Biomarker selection from a number of possibilities is perhaps the thorniest issue and investigators in the trial reported by Gucalp and colleagues chose markers from 3 of the 7 potential mechanistic areas. Reduction in the frequency of breast tissue CLSs would provide morphologic evidence of decreased inflammation but as evidenced in their study (7), baseline CLS prevalence is likely too low to be helpful in the small needle biopsy samples obtained in prevention trials. Baseline Ki-67 as a measure of proliferation is often too low to see improvement in postmenopausal women. Change in gene expression in benign breast tissue, although attractive, is fraught with problems given the variation in proportion of epithelial cells, adipocytes, and stroma in sequential biopsies and likely posttranscriptional nature of many omega-3 effects. Differences in selection of primer-probes and housekeeping genes can make it difficult to compare different studies. However, if mRNA assessments are to be used, MCP-1, IL6, TNFα, and IL1β are logical as they are upregulated by NF-κB activity and reduced by EPA and DHA (1). The recently reported finding that EPA or DHA in doses of 2.7 g/day had favorable effects on PPARα, and CD14 whole-blood mRNA, which would be expected to inhibit NF-κB activity, deserves follow-up and exploration in breast tissue (12). Adiponectin and adiponectin receptor mRNA are also logical candidates as they are reduced in obesity and upregulated by PPARα, which is increased by both EPA and DHA. Furthermore, adiponectin and leptin have opposing roles in inflammation and breast cancer development such that assessing the ratio of the two makes biologic sense and helps compensate for proportional differences in cell types in sequential breast biopsies (3, 5). Measurement of phosphorylated proteins likely to be affected by disruption of spatial organization of growth factor receptors in lipid rafts is another approach but differences in antibodies and platforms can also make it difficult to compare results across studies. Blood biomarker assessments are generally the most reproducible. Lower levels of CRP and other blood inflammatory markers associated with breast cancer risk have been inversely correlated with EPA and DHA intake or blood levels in cross-sectional studies (14), but are often not observed in interventional studies lasting <6 months unless there is evidence of baseline inflammation and higher doses of DHA and/or EPA are used (12).

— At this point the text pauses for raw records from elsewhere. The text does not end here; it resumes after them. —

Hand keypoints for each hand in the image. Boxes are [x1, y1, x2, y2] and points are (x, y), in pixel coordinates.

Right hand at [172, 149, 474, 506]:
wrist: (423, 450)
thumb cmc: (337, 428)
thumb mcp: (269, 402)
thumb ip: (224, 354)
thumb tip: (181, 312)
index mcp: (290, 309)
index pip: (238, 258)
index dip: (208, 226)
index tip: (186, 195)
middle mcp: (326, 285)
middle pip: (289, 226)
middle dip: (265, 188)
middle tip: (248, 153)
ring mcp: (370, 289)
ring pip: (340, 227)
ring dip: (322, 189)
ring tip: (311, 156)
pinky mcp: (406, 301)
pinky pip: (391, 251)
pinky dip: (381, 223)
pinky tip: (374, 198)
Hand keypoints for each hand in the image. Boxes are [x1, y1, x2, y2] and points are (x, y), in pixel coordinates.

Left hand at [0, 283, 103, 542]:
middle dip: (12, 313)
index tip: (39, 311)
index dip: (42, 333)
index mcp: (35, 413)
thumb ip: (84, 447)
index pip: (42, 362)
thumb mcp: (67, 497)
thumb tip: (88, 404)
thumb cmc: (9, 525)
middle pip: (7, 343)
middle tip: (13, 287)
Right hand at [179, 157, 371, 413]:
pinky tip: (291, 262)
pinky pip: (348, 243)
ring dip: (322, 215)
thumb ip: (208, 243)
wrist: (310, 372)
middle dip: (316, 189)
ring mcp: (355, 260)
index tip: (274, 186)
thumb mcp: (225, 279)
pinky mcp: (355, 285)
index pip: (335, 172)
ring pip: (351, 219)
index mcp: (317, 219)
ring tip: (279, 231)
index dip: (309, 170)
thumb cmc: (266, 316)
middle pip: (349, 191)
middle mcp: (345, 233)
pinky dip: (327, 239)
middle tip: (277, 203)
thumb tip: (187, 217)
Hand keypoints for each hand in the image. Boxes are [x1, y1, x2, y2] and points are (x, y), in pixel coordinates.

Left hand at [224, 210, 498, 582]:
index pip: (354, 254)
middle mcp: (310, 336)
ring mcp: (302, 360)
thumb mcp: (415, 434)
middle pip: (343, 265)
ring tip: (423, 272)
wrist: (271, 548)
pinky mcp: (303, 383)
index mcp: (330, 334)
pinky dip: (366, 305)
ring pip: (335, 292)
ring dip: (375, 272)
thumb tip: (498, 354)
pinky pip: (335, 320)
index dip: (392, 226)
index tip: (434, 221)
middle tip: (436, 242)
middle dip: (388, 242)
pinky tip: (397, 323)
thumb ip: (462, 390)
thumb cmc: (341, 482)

The null results reported for benign breast tissue inflammatory gene expression for short duration intermediate dose DHA by Gulcap and colleagues (7) should not lead us to abandon the study of marine omega-3 fatty acids for prevention of breast cancer. Epidemiologic leads should encourage us to continue to investigate this class of compounds particularly as public acceptance for this type of natural product/supplement seems high. Certainly, formulation and dose require further study.

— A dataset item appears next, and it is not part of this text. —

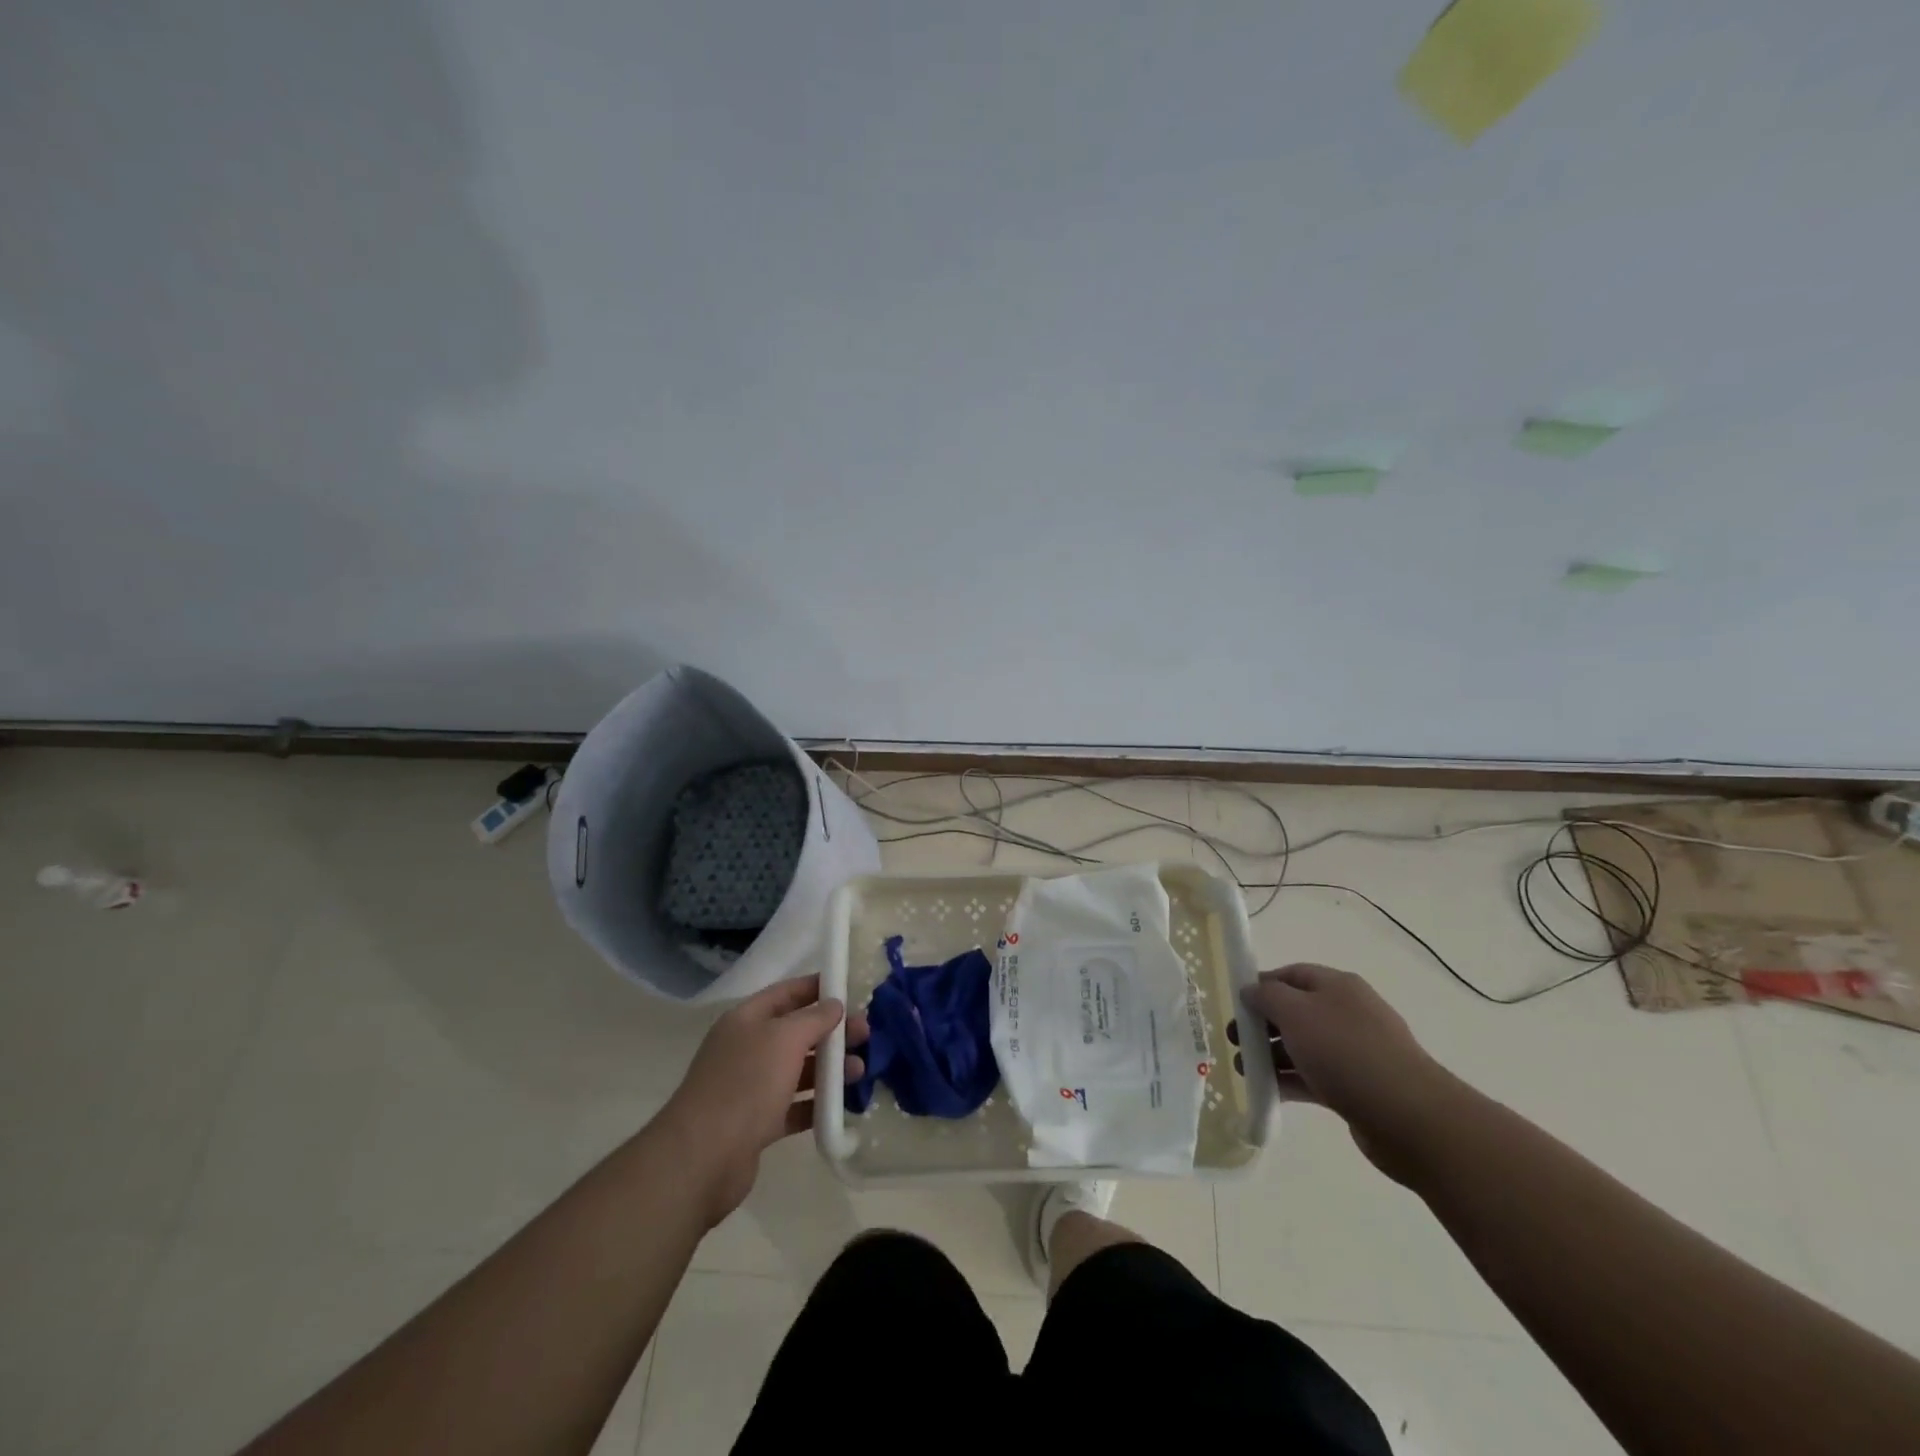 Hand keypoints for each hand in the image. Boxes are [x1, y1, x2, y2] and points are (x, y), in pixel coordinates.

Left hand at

Importantly, given our incomplete understanding of the predominant mechanisms by which marine omega-3 fatty acids might work to prevent cancer, perhaps we have just not been fishing with the right bait.

 

Disclosure of Potential Conflicts of Interest

C.J. Fabian reports receiving other commercial research support (drug only support for research project) from DSM. No potential conflicts of interest were disclosed by the other author.